Here is a list of things to do, see, and eat when visiting Alameda de Hercules as well as some history of the area to make your time there the most enjoyable as possible.
At the very most northern and the very most southern points of the plaza, there are two giant Roman columns, with sculptors of Hercules and Julies Caesar on top of them. Their size makes them hard to miss. They are massive, each measuring at 30 ft. tall. They are made of Egyptian granite and local Spanish marble. I always used to think that Alameda de Hercules was their original location, but I found out recently during a historic tour of Seville that I was wrong. In 1574 they were moved to the Alameda de Hercules from Calle Mármoles, in the Seville city center. This original location was a public gathering building, possibly a temple. At this spot, there are two more columns still standing. They stand 15 ft. below the current street level. My how Seville has changed! (If you have the time, go check these out. It is quite fascinating and gives you a glimpse into historic Seville.) When visiting the Alameda de Hercules, make sure to take a look at these massive historic columns and sculptors and be sure to snap a couple of pictures too.

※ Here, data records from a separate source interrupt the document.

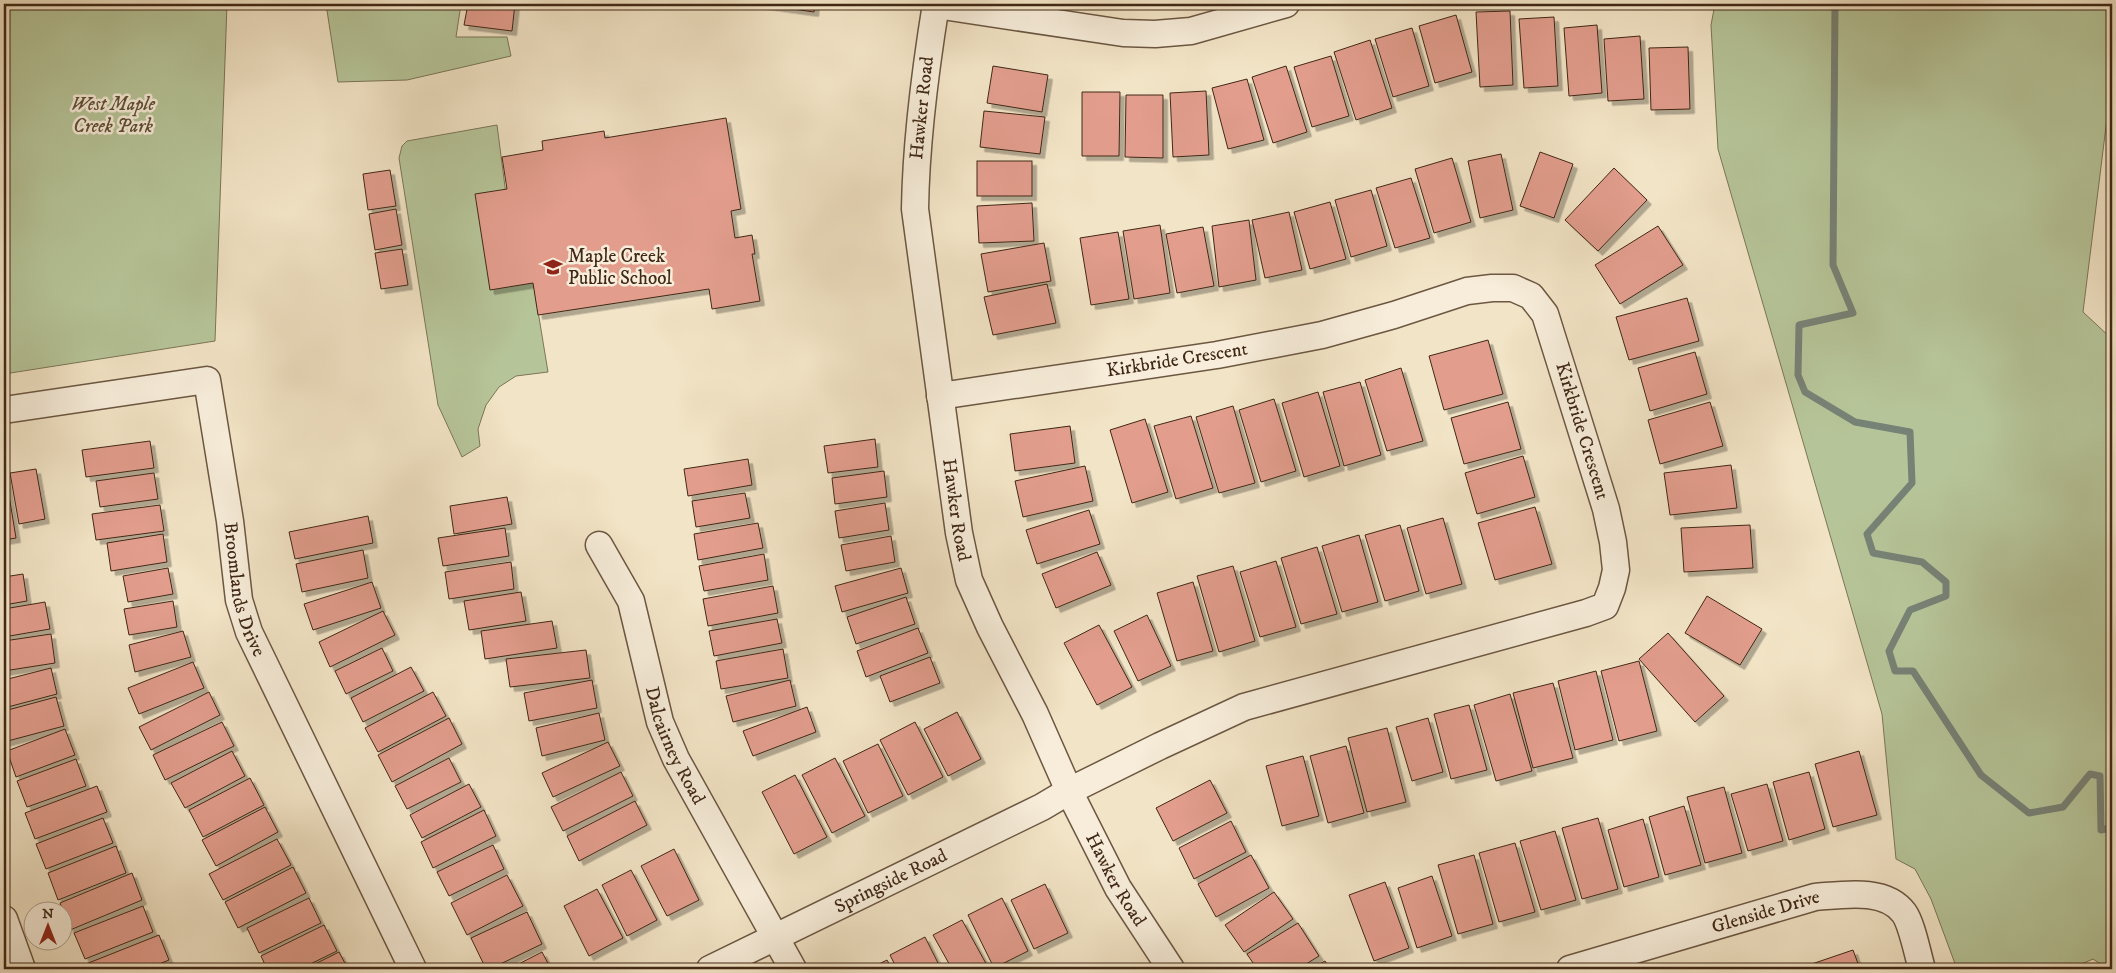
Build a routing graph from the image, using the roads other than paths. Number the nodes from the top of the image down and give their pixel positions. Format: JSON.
{"nodes":[{"id":1,"x":936,"y":4,"type":"edge"},
{"id":2,"x":1286,"y":4,"type":"edge"},
{"id":3,"x":940,"y":396,"type":"junction"},
{"id":4,"x":4,"y":410,"type":"edge"},
{"id":5,"x":598,"y":545,"type":"dead end"},
{"id":6,"x":1069,"y":791,"type":"junction"},
{"id":7,"x":4,"y":919,"type":"edge"},
{"id":8,"x":776,"y":936,"type":"junction"},
{"id":9,"x":22,"y":969,"type":"edge"},
{"id":10,"x":413,"y":969,"type":"edge"},
{"id":11,"x":710,"y":969,"type":"edge"},
{"id":12,"x":793,"y":969,"type":"edge"},
{"id":13,"x":1171,"y":969,"type":"edge"},
{"id":14,"x":1570,"y":969,"type":"edge"},
{"id":15,"x":1922,"y":969,"type":"edge"}],
"edges":[{"from":1,"to":2,"type":"street"},
{"from":1,"to":3,"type":"street","name":"Hawker Road"},
{"from":3,"to":6,"type":"street","name":"Hawker Road"},
{"from":3,"to":6,"type":"street","name":"Kirkbride Crescent"},
{"from":4,"to":10,"type":"street","name":"Broomlands Drive"},
{"from":5,"to":8,"type":"street","name":"Dalcairney Road"},
{"from":6,"to":8,"type":"street","name":"Springside Road"},
{"from":6,"to":13,"type":"street","name":"Hawker Road"},
{"from":7,"to":9,"type":"street"},
{"from":8,"to":11,"type":"street","name":"Springside Road"},
{"from":8,"to":12,"type":"street","name":"Dalcairney Road"},
{"from":14,"to":15,"type":"street","name":"Glenside Drive"}]}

The first time I went to Alameda de Hercules was for my first ever Spanish / English language exchange with my friend, Eva. We found each other on a language exchange website where we viewed each other’s profiles and connected, in hopes to help each other learn a language. She told me to meet at the clock tower at the Alameda. At the time I didn’t know what or where that was, but now it is something that is common knowledge. There is a large clock on the south side of the plaza, right next to one set of the Roman columns. It is a great initial meeting spot when connecting with friends or family for the evening.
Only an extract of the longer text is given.